» **Entries taken from a collection**
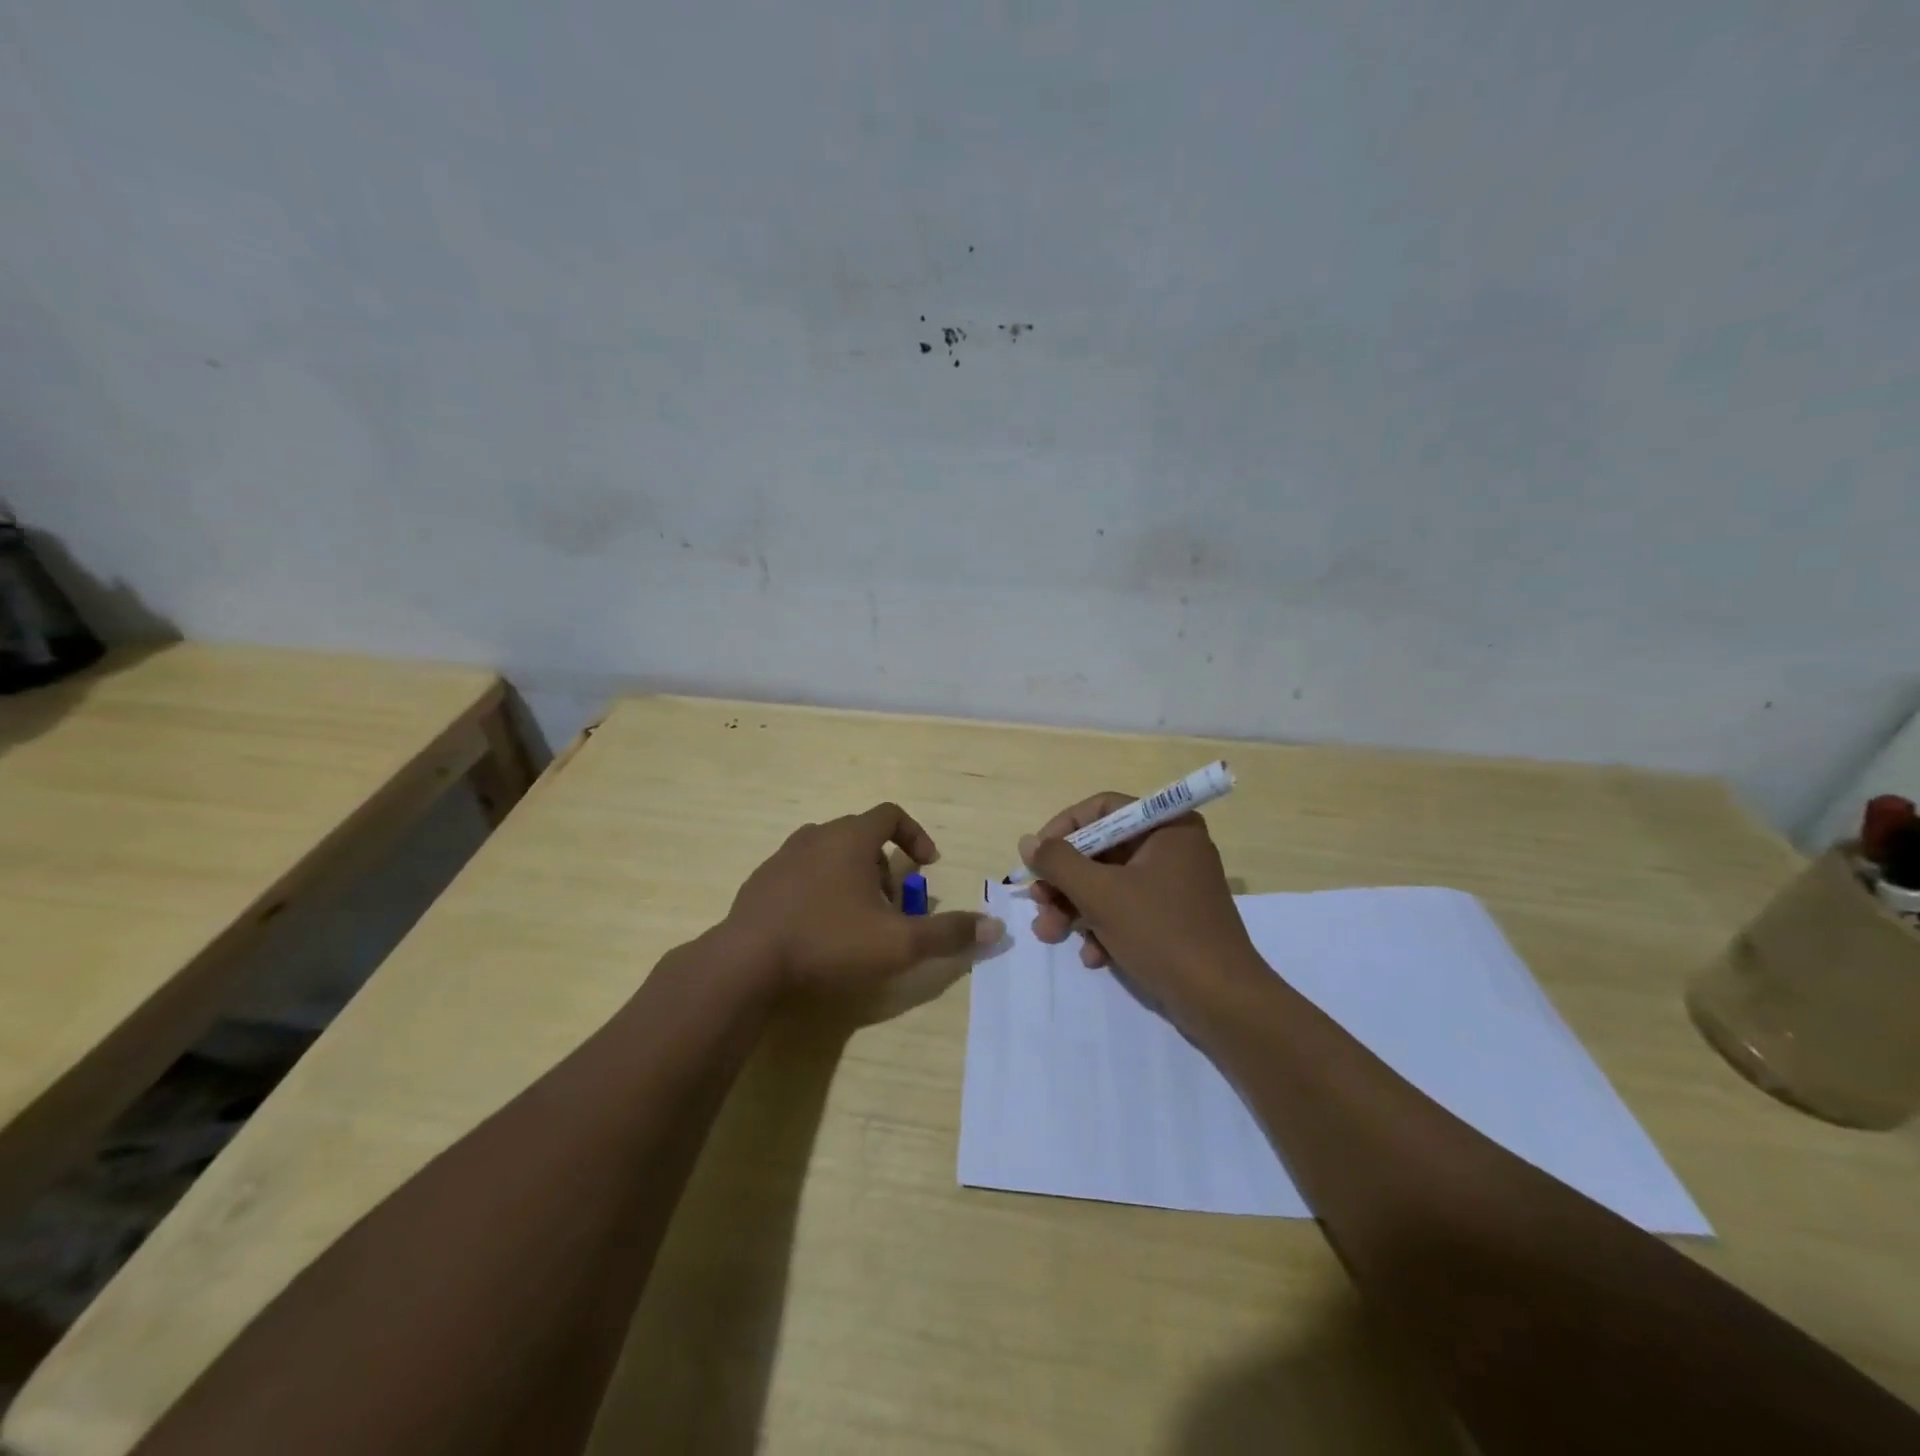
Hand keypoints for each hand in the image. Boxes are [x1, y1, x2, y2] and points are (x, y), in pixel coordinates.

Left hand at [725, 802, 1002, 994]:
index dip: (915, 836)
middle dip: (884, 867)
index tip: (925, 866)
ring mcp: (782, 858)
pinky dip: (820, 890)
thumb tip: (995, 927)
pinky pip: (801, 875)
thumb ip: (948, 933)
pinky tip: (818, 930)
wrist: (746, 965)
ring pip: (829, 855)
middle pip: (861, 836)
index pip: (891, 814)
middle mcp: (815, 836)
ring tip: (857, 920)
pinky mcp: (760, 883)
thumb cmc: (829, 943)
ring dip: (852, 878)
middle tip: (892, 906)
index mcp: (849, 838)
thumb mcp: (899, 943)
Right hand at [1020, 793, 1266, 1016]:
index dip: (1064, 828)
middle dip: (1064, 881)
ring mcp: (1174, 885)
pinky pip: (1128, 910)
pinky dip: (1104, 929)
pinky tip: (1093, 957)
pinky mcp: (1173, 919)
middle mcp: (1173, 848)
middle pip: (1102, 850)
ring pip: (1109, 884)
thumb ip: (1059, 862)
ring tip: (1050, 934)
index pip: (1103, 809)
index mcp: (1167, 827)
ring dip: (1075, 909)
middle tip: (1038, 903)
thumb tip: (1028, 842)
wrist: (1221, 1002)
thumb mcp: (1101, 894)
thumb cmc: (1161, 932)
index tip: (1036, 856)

...

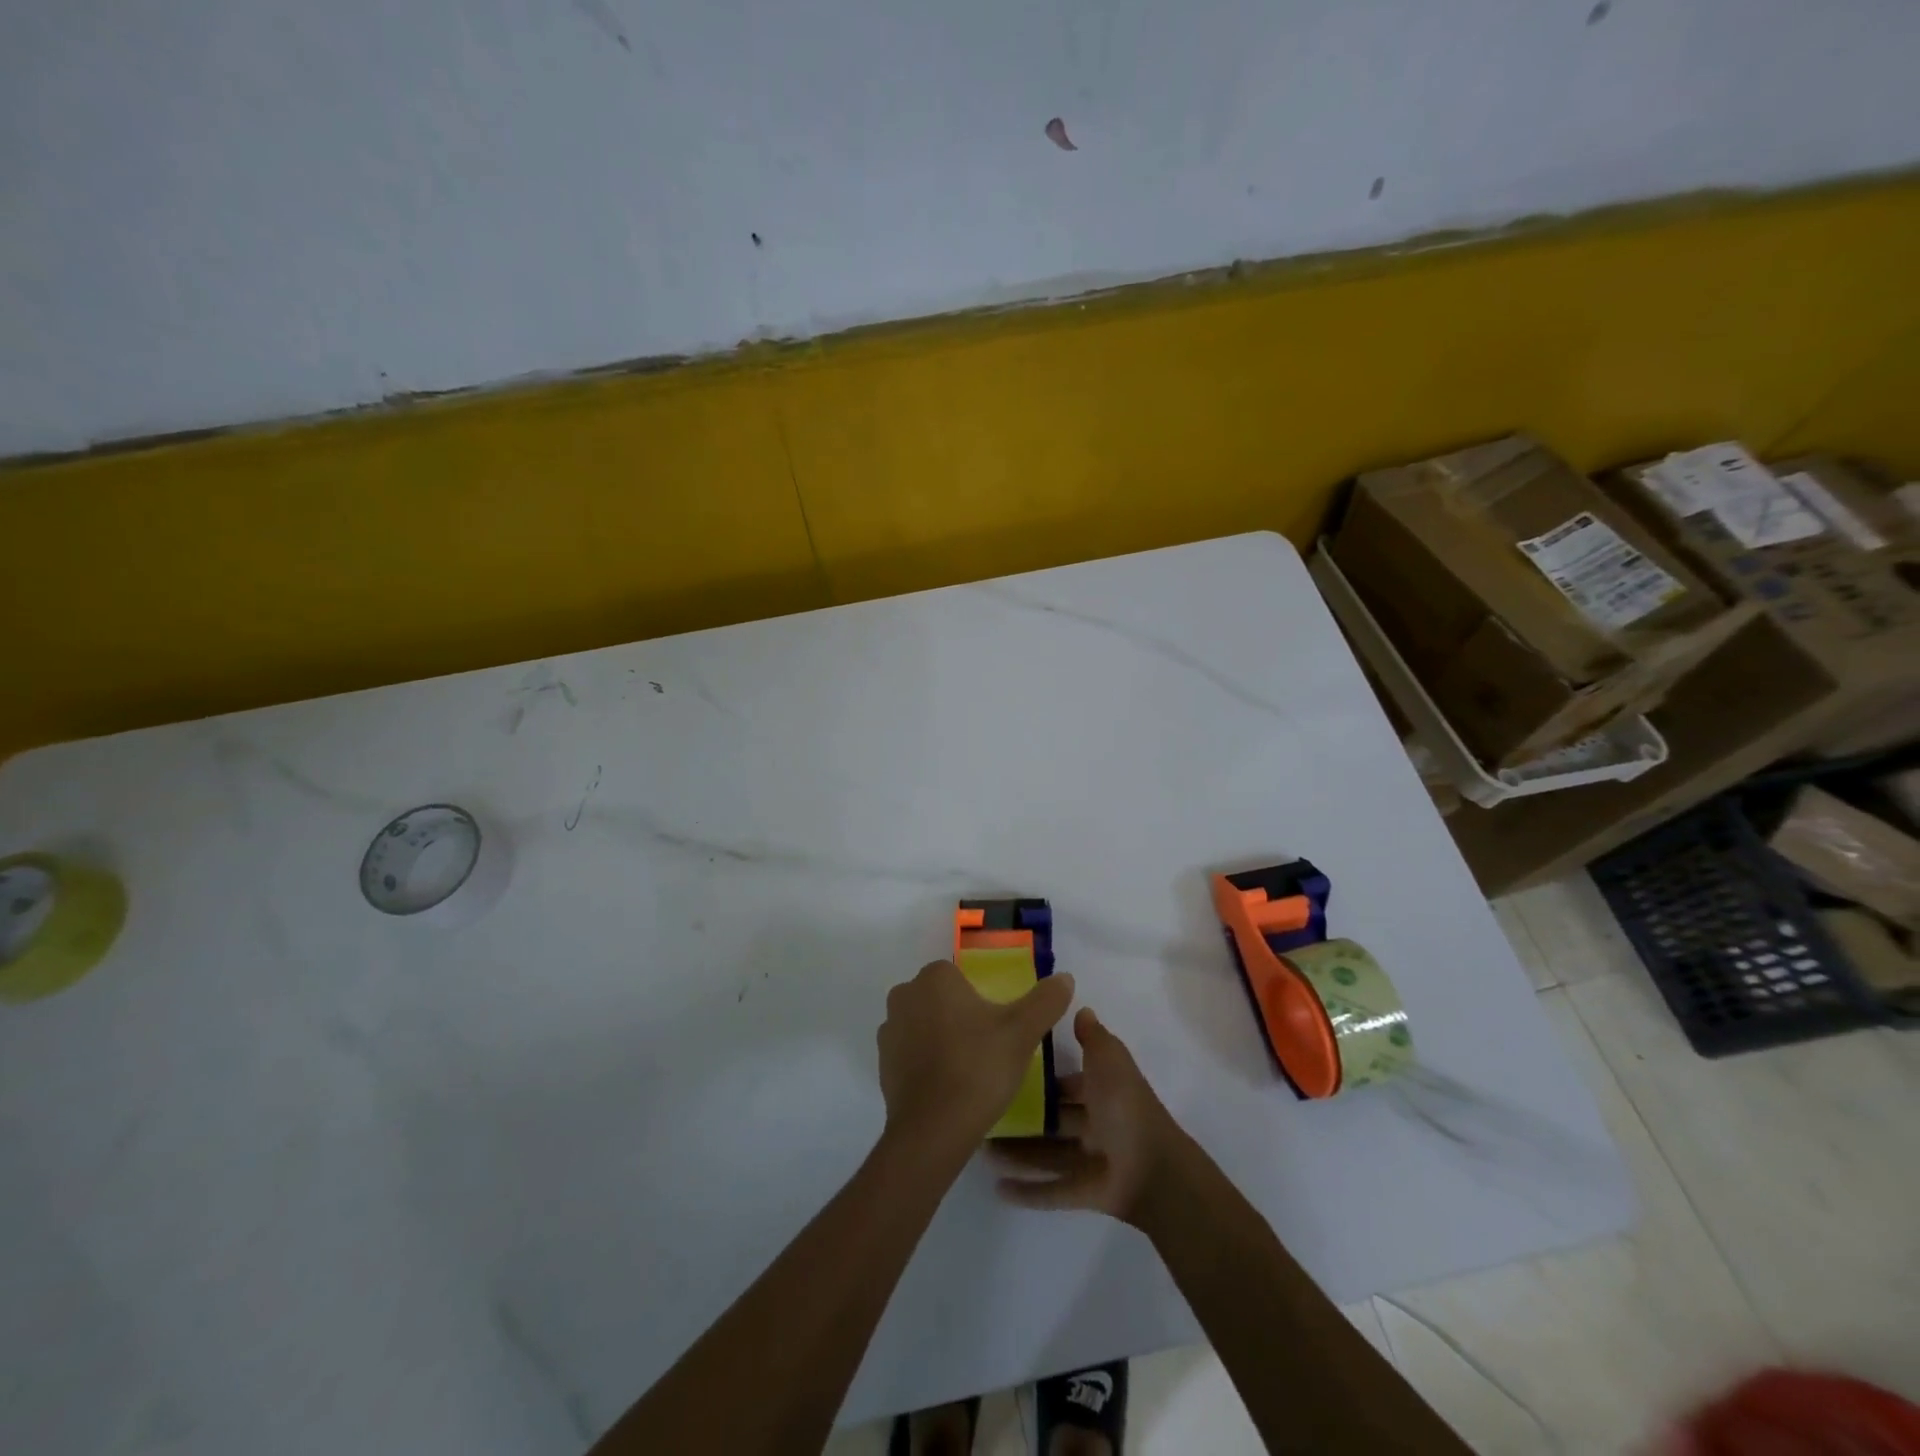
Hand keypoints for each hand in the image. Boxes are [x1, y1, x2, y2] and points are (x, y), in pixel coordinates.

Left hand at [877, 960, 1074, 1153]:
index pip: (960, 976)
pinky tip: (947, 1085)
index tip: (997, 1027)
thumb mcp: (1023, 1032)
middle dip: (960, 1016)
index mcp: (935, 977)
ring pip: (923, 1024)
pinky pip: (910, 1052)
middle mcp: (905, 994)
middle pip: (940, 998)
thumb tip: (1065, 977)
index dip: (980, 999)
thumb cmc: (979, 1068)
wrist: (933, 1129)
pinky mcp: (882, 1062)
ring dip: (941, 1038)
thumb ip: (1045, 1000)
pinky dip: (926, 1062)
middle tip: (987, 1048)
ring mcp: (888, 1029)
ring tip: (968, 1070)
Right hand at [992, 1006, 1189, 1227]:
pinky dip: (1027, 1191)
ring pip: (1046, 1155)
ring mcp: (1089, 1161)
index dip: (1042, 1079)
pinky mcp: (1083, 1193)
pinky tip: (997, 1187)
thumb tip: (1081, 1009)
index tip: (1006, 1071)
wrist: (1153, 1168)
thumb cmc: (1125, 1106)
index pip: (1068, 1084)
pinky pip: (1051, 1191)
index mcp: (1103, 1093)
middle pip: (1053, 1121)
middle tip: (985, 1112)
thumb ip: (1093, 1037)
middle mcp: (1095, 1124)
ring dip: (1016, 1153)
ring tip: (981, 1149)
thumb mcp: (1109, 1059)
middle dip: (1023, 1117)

» **Task to complete**
Could you write out, exactly as they stand, only the lines above that begin at the line with "pinky pip: (801, 875)" and stop after the line with "middle mcp: (1173, 848)"?

» **Response to this exercise**
pinky pip: (801, 875)
thumb ip: (948, 933)
pinky tip: (818, 930)
wrist: (746, 965)
ring pip: (829, 855)
middle pip: (861, 836)
index pip: (891, 814)
middle mcp: (815, 836)
ring tip: (857, 920)
pinky mcp: (760, 883)
thumb cmc: (829, 943)
ring dip: (852, 878)
middle tip: (892, 906)
index mcp: (849, 838)
thumb mcp: (899, 943)
Right hand at [1020, 793, 1266, 1016]:
index dip: (1064, 828)
middle dip: (1064, 881)
ring mcp: (1174, 885)
pinky pip: (1128, 910)
pinky dip: (1104, 929)
pinky tip: (1093, 957)
pinky mcp: (1173, 919)
middle mcp: (1173, 848)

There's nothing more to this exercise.